Boeing Co is expected to reveal whether the latest 737 MAX manufacturing problem will derail the U.S. plane maker’s annual goals for passenger jet deliveries and free cash flow when it unveils its first quarter financial results on Wednesday.
Investors are clamouring for details on the extent of the problem, which Boeing said involves a “significant” portion of the 737 fleet where two brackets were improperly installed.
Analysts said the manufacturing problem isn’t a showstopper for the MAX, as it’s not a safety issue and in-service jets have continued to fly. But Wall Street has received little information from Boeing on its plan to fix the problem and the overall financial impact.
“I’d like to have some numbers and some scale of the materiality of this, whether it affects deliveries, cash flow and all the rest,” Vertical Research Partners analyst Robert Stallard said. “It’s unfortunately just one of many issues that Boeing seems to stumble into on a regular basis.”
The biggest question is whether Boeing will update its 2023 financial guidance, which calls for it to deliver at least 400 737 MAXs and generate $3 billion to $5 billion in free cash flow this year. Both goals may still be achievable, said J.P. Morgan analyst Seth Seifman.

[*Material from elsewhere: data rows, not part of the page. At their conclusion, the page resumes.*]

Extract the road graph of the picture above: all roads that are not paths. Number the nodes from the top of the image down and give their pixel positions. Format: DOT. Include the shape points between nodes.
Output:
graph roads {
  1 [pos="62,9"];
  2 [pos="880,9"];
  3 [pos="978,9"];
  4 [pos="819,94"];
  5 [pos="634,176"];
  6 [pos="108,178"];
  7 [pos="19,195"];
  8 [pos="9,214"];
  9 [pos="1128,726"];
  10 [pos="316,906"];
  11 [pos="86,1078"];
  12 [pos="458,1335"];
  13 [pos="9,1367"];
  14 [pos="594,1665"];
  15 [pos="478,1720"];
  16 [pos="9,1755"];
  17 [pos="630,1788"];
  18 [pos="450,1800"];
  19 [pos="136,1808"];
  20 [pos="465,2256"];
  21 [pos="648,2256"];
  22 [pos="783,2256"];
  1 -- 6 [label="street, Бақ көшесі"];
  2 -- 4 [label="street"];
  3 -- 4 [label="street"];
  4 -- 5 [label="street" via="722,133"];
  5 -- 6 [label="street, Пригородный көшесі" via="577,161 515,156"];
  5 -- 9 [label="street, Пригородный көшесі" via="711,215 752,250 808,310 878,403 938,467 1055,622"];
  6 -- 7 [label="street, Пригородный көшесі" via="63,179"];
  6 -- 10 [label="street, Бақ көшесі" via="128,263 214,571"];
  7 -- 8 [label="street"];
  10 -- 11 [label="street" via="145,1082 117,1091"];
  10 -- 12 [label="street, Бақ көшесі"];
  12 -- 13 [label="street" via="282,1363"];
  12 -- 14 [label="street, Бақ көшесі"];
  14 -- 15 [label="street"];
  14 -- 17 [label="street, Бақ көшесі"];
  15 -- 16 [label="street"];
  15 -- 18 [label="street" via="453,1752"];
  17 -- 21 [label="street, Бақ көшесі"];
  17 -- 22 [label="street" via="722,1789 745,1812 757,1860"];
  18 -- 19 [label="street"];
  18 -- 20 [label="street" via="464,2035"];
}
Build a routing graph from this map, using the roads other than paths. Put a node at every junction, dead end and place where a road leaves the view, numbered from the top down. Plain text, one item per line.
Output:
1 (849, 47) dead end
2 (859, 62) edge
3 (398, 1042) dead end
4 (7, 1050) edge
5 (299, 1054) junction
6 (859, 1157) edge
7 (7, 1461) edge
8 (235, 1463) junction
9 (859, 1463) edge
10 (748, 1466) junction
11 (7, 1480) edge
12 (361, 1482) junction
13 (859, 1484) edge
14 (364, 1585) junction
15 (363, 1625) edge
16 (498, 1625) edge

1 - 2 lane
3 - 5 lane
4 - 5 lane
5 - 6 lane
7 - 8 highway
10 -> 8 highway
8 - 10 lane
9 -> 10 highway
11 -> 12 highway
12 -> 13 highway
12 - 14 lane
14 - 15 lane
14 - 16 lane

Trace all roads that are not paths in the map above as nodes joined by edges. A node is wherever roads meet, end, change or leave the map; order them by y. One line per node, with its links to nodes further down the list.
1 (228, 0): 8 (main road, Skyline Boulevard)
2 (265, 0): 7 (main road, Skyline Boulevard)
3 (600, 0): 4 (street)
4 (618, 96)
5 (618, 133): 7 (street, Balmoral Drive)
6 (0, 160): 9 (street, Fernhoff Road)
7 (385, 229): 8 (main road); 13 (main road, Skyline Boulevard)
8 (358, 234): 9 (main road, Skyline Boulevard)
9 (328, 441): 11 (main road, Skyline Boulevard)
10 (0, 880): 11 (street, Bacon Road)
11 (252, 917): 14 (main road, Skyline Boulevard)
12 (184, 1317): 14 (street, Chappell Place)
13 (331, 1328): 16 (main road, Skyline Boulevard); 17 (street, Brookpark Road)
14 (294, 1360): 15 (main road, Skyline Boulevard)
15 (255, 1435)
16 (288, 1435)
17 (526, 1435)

“Boeing gave a fairly wide range for the amount of cash flow they expect for the year, and there are a lot of levers to impact cash throughout the company,” said Seifman, who said it would be “surprising” if the company were unable to meet its goal.
While it’s “more likely” that Boeing would lower 737 MAX delivery projections, the company has already delivered 111 MAXs in its first quarter — typically the slowest financial quarter of the year — and could meet its annual goal so long as rework can be accomplished quickly, Seifman said.
Investors may also press Boeing CEO Dave Calhoun about the number of MAXs impacted by the problem, the cost and timeline for a fix.
Calhoun said last week that Boeing will not revise current plans to increase MAX production this summer. However, the company has slowed 737 MAX deliveries, and the resulting delivery delay will remove approximately 9,000 seats from airlines’ summer schedules.
Due to a 767 fuel tank flaw, Boeing is also expected to disclose a new charge on the KC-46 tanker program estimated to be less than $500 million.